TASK DESCRIPTION :: Set down every line of the data exactly, skipping the pictures.

DATASET ::
::::
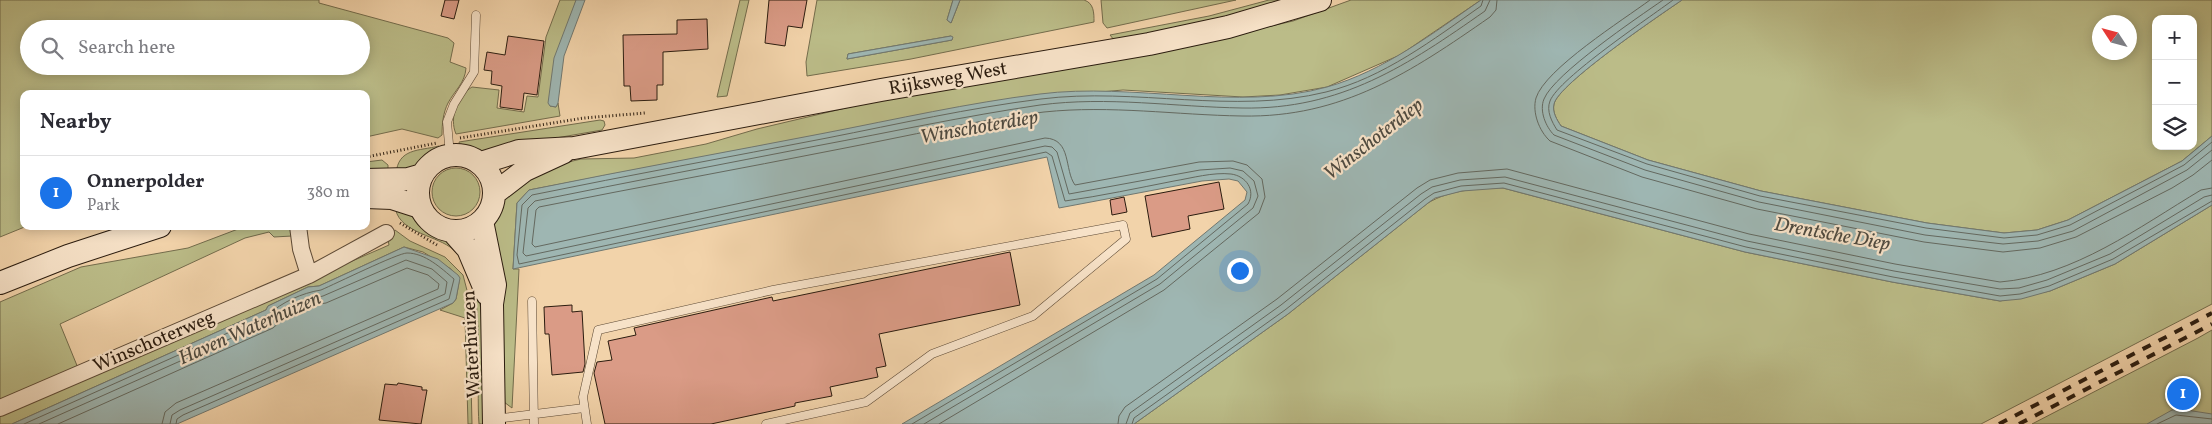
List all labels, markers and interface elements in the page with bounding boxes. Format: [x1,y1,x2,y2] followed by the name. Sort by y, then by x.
[2092,15,2137,60] north arrow
[2152,15,2197,150] map controls
[2152,15,2197,60] button: +
[20,20,370,75] search box
[38,34,66,62] icon: search
[78,35,175,61] text: Search here
[887,56,1010,102] street label: Rijksweg West
[2152,60,2197,105] button: −
[1318,92,1430,188] water label: Winschoterdiep
[918,104,1041,152] water label: Winschoterdiep
[2152,105,2197,150] button: layers
[40,108,111,137] text: Nearby
[87,169,204,195] text: Onnerpolder
[53,182,59,204] text: 1
[307,182,350,204] text: 380 m
[87,195,120,217] text: Park
[1772,211,1893,259] water label: Drentsche Diep
[1227,258,1253,284] your location
[174,285,326,373] water label: Haven Waterhuizen
[456,289,488,399] street label: Waterhuizen
[89,305,219,379] street label: Winschoterweg
[2167,375,2199,413] pin: 1

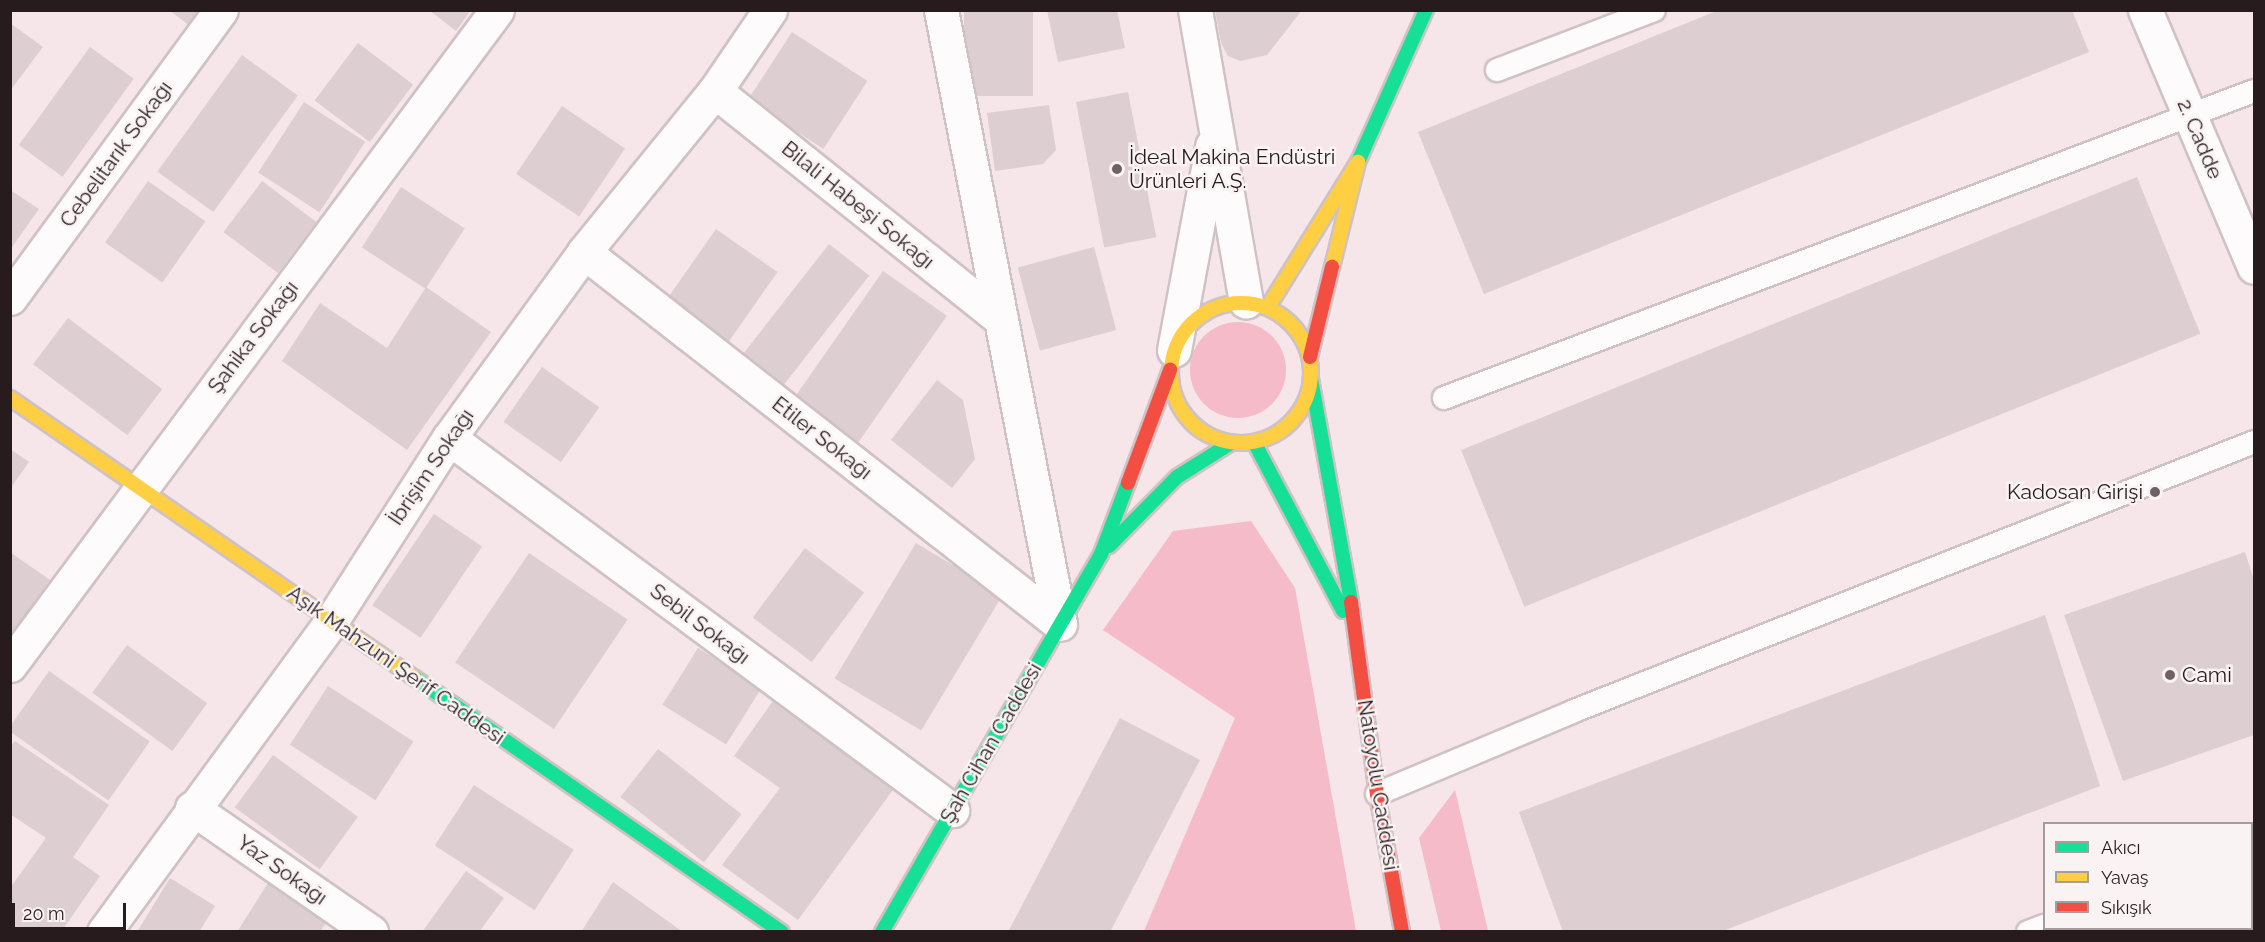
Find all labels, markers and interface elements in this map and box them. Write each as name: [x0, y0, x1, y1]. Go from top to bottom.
street label: Cebelitarık Sokağı: [55, 76, 177, 232]
street label: 2. Cadde: [2172, 95, 2228, 183]
street label: Bilali Habeşi Sokağı: [777, 136, 939, 274]
place label: İdeal Makina Endüstri Ürünleri A.Ş.: [1129, 144, 1336, 194]
marker: İdeal Makina Endüstri Ürünleri A.Ş.: [1110, 162, 1124, 176]
street label: Şahika Sokağı: [203, 276, 303, 398]
street label: Etiler Sokağı: [767, 391, 877, 485]
street label: İbrişim Sokağı: [383, 404, 479, 530]
place label: Kadosan Girişi: [2007, 479, 2143, 505]
marker: Kadosan Girişi: [2148, 485, 2162, 499]
street label: Sebil Sokağı: [645, 578, 755, 670]
street label: Aşık Mahzuni Şerif Caddesi: [282, 580, 510, 750]
street label: Şah Cihan Caddesi: [935, 658, 1047, 828]
place label: Cami: [2182, 662, 2232, 688]
marker: Cami: [2163, 668, 2177, 682]
street label: Natoyolu Caddesi: [1352, 698, 1404, 872]
legend: [2043, 822, 2253, 930]
street label: Yaz Sokağı: [232, 830, 332, 910]
text: Akıcı: [2101, 837, 2140, 858]
text: Yavaş: [2101, 867, 2148, 888]
scale bar: [15, 891, 129, 929]
text: Sıkışık: [2101, 897, 2151, 918]
text: 20 m: [23, 903, 65, 924]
::::
ANSWER BOX ::
List all labels, markers and interface elements in the page with bounding boxes. Format: [x1,y1,x2,y2] followed by the name. Sort by y, then by x.
[2092,15,2137,60] north arrow
[2152,15,2197,150] map controls
[2152,15,2197,60] button: +
[20,20,370,75] search box
[38,34,66,62] icon: search
[78,35,175,61] text: Search here
[887,56,1010,102] street label: Rijksweg West
[2152,60,2197,105] button: −
[1318,92,1430,188] water label: Winschoterdiep
[918,104,1041,152] water label: Winschoterdiep
[2152,105,2197,150] button: layers
[40,108,111,137] text: Nearby
[87,169,204,195] text: Onnerpolder
[53,182,59,204] text: 1
[307,182,350,204] text: 380 m
[87,195,120,217] text: Park
[1772,211,1893,259] water label: Drentsche Diep
[1227,258,1253,284] your location
[174,285,326,373] water label: Haven Waterhuizen
[456,289,488,399] street label: Waterhuizen
[89,305,219,379] street label: Winschoterweg
[2167,375,2199,413] pin: 1

Find all labels, markers and interface elements in this map and box them. Write each as name: [x0, y0, x1, y1]. Go from top to bottom.
street label: Cebelitarık Sokağı: [55, 76, 177, 232]
street label: 2. Cadde: [2172, 95, 2228, 183]
street label: Bilali Habeşi Sokağı: [777, 136, 939, 274]
place label: İdeal Makina Endüstri Ürünleri A.Ş.: [1129, 144, 1336, 194]
marker: İdeal Makina Endüstri Ürünleri A.Ş.: [1110, 162, 1124, 176]
street label: Şahika Sokağı: [203, 276, 303, 398]
street label: Etiler Sokağı: [767, 391, 877, 485]
street label: İbrişim Sokağı: [383, 404, 479, 530]
place label: Kadosan Girişi: [2007, 479, 2143, 505]
marker: Kadosan Girişi: [2148, 485, 2162, 499]
street label: Sebil Sokağı: [645, 578, 755, 670]
street label: Aşık Mahzuni Şerif Caddesi: [282, 580, 510, 750]
street label: Şah Cihan Caddesi: [935, 658, 1047, 828]
place label: Cami: [2182, 662, 2232, 688]
marker: Cami: [2163, 668, 2177, 682]
street label: Natoyolu Caddesi: [1352, 698, 1404, 872]
legend: [2043, 822, 2253, 930]
street label: Yaz Sokağı: [232, 830, 332, 910]
text: Akıcı: [2101, 837, 2140, 858]
text: Yavaş: [2101, 867, 2148, 888]
scale bar: [15, 891, 129, 929]
text: Sıkışık: [2101, 897, 2151, 918]
text: 20 m: [23, 903, 65, 924]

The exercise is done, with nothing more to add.